**Required action:** Please return all lines of the data below containing the string "radius".
· · · ·
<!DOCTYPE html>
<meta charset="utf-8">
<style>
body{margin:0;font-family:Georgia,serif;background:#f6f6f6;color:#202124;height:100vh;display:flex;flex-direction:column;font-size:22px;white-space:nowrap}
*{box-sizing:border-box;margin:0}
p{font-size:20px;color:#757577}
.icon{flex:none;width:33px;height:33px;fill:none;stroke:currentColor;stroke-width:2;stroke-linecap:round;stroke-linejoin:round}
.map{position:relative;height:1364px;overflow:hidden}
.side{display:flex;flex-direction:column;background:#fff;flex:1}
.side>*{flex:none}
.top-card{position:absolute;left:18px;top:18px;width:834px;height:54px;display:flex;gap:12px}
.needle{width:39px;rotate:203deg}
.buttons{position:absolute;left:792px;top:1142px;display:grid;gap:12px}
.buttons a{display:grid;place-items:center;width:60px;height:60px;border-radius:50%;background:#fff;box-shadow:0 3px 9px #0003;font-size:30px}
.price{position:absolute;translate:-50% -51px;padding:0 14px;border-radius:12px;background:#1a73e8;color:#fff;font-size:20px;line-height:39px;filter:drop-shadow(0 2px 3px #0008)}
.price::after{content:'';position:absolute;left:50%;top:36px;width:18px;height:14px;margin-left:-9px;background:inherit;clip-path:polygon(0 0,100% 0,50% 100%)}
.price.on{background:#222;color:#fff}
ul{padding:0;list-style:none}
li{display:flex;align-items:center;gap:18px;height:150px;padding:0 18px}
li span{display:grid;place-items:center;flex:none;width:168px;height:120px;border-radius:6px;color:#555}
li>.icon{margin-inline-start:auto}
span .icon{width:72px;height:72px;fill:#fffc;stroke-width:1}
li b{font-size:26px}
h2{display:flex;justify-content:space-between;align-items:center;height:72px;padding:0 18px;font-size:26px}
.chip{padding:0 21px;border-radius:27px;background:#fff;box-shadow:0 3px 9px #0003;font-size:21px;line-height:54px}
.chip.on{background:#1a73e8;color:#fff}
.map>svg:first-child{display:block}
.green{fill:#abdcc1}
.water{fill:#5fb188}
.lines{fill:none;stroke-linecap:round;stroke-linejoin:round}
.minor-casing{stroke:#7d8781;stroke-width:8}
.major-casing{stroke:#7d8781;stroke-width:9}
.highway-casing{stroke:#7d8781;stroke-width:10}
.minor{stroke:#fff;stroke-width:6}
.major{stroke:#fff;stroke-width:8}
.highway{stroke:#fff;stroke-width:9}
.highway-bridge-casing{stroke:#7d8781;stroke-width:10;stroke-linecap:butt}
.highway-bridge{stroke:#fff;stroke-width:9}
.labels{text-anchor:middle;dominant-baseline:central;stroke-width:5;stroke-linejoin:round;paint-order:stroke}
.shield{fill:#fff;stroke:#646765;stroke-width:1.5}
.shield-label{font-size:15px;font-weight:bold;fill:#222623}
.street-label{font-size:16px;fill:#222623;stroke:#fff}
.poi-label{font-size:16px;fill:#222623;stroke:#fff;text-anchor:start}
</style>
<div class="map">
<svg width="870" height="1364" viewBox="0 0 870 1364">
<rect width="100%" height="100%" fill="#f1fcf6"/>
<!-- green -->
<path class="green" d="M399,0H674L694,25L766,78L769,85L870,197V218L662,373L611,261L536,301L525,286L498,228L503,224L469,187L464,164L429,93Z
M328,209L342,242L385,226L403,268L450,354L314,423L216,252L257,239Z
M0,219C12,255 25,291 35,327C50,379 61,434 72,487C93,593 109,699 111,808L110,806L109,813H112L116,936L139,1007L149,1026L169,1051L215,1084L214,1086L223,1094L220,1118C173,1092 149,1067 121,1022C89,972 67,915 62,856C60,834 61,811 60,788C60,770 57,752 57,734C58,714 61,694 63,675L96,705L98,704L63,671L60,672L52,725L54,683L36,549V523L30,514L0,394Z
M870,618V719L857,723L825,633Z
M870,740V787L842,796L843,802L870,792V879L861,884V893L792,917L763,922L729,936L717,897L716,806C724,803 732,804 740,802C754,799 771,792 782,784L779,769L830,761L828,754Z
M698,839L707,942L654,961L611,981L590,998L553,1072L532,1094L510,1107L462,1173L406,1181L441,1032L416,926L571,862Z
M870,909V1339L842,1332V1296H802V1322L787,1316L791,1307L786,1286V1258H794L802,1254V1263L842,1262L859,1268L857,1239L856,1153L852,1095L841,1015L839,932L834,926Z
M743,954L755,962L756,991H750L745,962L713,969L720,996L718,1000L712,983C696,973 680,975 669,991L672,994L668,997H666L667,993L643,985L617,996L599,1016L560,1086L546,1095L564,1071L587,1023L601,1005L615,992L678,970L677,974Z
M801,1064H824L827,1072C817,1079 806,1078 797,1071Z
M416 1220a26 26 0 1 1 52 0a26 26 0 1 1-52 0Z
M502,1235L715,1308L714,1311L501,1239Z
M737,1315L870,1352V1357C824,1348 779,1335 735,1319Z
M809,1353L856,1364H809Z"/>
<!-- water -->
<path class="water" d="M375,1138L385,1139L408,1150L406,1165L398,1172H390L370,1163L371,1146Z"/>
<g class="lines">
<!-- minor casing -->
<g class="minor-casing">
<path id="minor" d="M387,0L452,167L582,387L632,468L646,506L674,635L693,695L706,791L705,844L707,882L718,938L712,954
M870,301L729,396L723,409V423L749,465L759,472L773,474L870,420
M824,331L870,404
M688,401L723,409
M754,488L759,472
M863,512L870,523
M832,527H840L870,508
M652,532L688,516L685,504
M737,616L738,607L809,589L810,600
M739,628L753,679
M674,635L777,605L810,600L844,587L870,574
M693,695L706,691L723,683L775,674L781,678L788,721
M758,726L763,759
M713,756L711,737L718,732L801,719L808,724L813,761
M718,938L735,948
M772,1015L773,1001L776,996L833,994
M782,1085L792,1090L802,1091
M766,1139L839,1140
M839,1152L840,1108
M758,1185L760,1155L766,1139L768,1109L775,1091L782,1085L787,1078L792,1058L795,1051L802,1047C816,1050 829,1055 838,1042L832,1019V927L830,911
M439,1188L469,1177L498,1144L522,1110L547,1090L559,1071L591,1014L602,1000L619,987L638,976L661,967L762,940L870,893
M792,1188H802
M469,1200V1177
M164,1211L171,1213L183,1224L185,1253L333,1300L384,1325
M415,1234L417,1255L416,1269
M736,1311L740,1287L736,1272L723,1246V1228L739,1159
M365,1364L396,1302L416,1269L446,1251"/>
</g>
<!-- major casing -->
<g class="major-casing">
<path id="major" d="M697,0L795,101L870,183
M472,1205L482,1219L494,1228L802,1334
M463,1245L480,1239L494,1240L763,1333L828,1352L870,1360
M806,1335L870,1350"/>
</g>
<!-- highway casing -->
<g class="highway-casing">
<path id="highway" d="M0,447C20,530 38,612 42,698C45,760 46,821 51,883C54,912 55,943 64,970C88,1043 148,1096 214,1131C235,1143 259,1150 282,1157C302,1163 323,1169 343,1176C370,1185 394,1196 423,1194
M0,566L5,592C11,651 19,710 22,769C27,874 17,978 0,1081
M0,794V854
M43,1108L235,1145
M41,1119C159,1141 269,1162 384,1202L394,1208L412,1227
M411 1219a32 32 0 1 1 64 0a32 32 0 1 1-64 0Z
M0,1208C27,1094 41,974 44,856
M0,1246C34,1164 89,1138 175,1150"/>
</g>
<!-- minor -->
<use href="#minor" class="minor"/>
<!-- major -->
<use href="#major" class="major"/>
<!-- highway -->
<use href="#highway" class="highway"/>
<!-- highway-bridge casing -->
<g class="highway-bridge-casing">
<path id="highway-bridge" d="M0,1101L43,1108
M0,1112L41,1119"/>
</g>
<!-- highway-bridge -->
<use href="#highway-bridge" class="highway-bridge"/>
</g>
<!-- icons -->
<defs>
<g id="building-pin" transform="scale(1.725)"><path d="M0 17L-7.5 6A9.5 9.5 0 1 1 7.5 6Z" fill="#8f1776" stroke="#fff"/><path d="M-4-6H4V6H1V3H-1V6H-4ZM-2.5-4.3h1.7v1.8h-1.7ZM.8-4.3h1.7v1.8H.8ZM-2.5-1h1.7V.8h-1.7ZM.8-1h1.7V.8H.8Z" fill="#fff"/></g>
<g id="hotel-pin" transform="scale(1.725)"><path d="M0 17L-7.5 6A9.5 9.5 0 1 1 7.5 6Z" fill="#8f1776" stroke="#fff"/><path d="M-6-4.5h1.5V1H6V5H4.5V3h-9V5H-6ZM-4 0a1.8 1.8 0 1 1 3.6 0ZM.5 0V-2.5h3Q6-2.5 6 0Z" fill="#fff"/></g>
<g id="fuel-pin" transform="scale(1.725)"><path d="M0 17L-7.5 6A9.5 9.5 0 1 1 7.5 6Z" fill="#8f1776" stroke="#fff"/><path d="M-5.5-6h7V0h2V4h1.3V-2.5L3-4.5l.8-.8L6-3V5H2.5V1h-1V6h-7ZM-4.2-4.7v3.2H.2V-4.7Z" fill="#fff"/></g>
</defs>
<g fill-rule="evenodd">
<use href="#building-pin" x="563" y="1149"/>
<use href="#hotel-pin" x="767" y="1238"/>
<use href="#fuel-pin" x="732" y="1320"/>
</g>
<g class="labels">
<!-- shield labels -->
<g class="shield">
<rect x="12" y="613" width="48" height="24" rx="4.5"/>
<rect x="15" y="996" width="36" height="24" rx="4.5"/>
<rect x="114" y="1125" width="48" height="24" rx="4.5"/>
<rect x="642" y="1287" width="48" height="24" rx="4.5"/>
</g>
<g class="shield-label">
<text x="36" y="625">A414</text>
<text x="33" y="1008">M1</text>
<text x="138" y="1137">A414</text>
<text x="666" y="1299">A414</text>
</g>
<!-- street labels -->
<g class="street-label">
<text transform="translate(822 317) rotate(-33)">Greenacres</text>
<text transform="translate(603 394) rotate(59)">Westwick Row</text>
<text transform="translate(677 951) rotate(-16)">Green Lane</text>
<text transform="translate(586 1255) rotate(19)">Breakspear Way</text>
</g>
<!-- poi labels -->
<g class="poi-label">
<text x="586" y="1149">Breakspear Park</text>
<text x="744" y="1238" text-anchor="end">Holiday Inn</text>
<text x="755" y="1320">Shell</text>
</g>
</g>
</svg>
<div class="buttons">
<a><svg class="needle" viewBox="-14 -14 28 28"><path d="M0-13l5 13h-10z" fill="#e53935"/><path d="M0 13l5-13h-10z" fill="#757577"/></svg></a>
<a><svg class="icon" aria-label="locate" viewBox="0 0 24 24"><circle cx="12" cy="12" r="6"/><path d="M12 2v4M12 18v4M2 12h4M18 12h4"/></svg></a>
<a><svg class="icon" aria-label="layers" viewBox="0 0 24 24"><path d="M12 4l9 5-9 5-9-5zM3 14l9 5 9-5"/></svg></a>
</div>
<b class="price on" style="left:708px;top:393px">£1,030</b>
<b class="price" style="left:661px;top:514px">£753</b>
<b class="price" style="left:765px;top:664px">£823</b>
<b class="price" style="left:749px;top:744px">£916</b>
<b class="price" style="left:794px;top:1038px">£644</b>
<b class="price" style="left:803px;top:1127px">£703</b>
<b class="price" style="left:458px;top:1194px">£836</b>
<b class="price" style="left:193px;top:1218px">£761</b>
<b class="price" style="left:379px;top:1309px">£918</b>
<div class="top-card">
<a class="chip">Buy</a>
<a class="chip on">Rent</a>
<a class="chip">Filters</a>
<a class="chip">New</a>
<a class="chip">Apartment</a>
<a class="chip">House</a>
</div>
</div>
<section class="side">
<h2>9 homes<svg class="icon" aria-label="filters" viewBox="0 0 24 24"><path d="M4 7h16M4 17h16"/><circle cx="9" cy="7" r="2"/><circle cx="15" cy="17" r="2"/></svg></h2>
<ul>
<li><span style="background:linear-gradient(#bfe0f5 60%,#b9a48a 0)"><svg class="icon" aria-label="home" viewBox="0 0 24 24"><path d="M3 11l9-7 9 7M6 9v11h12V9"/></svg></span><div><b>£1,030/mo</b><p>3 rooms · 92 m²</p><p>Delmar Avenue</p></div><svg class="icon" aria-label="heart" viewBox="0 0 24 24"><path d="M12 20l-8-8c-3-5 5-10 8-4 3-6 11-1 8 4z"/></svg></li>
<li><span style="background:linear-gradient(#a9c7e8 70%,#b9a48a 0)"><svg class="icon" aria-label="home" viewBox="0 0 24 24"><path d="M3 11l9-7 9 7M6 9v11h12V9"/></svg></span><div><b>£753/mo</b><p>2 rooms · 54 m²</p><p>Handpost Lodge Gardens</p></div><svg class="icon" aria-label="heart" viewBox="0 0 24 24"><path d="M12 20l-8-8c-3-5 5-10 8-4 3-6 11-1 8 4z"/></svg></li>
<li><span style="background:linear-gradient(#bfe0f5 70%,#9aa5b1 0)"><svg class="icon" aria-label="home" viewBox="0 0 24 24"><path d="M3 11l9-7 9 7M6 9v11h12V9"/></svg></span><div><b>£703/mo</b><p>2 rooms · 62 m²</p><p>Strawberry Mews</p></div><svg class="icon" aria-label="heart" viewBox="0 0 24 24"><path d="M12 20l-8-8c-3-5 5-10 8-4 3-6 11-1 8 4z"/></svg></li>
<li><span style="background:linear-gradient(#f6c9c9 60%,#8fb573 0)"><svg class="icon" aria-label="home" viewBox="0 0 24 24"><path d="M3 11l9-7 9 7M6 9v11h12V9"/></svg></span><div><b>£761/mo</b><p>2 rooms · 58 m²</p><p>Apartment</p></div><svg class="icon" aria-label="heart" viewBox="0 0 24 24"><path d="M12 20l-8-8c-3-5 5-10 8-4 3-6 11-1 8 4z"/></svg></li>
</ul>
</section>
· · · ·
**Exercise solution:**
.buttons a{display:grid;place-items:center;width:60px;height:60px;border-radius:50%;background:#fff;box-shadow:0 3px 9px #0003;font-size:30px}
.price{position:absolute;translate:-50% -51px;padding:0 14px;border-radius:12px;background:#1a73e8;color:#fff;font-size:20px;line-height:39px;filter:drop-shadow(0 2px 3px #0008)}
li span{display:grid;place-items:center;flex:none;width:168px;height:120px;border-radius:6px;color:#555}
.chip{padding:0 21px;border-radius:27px;background:#fff;box-shadow:0 3px 9px #0003;font-size:21px;line-height:54px}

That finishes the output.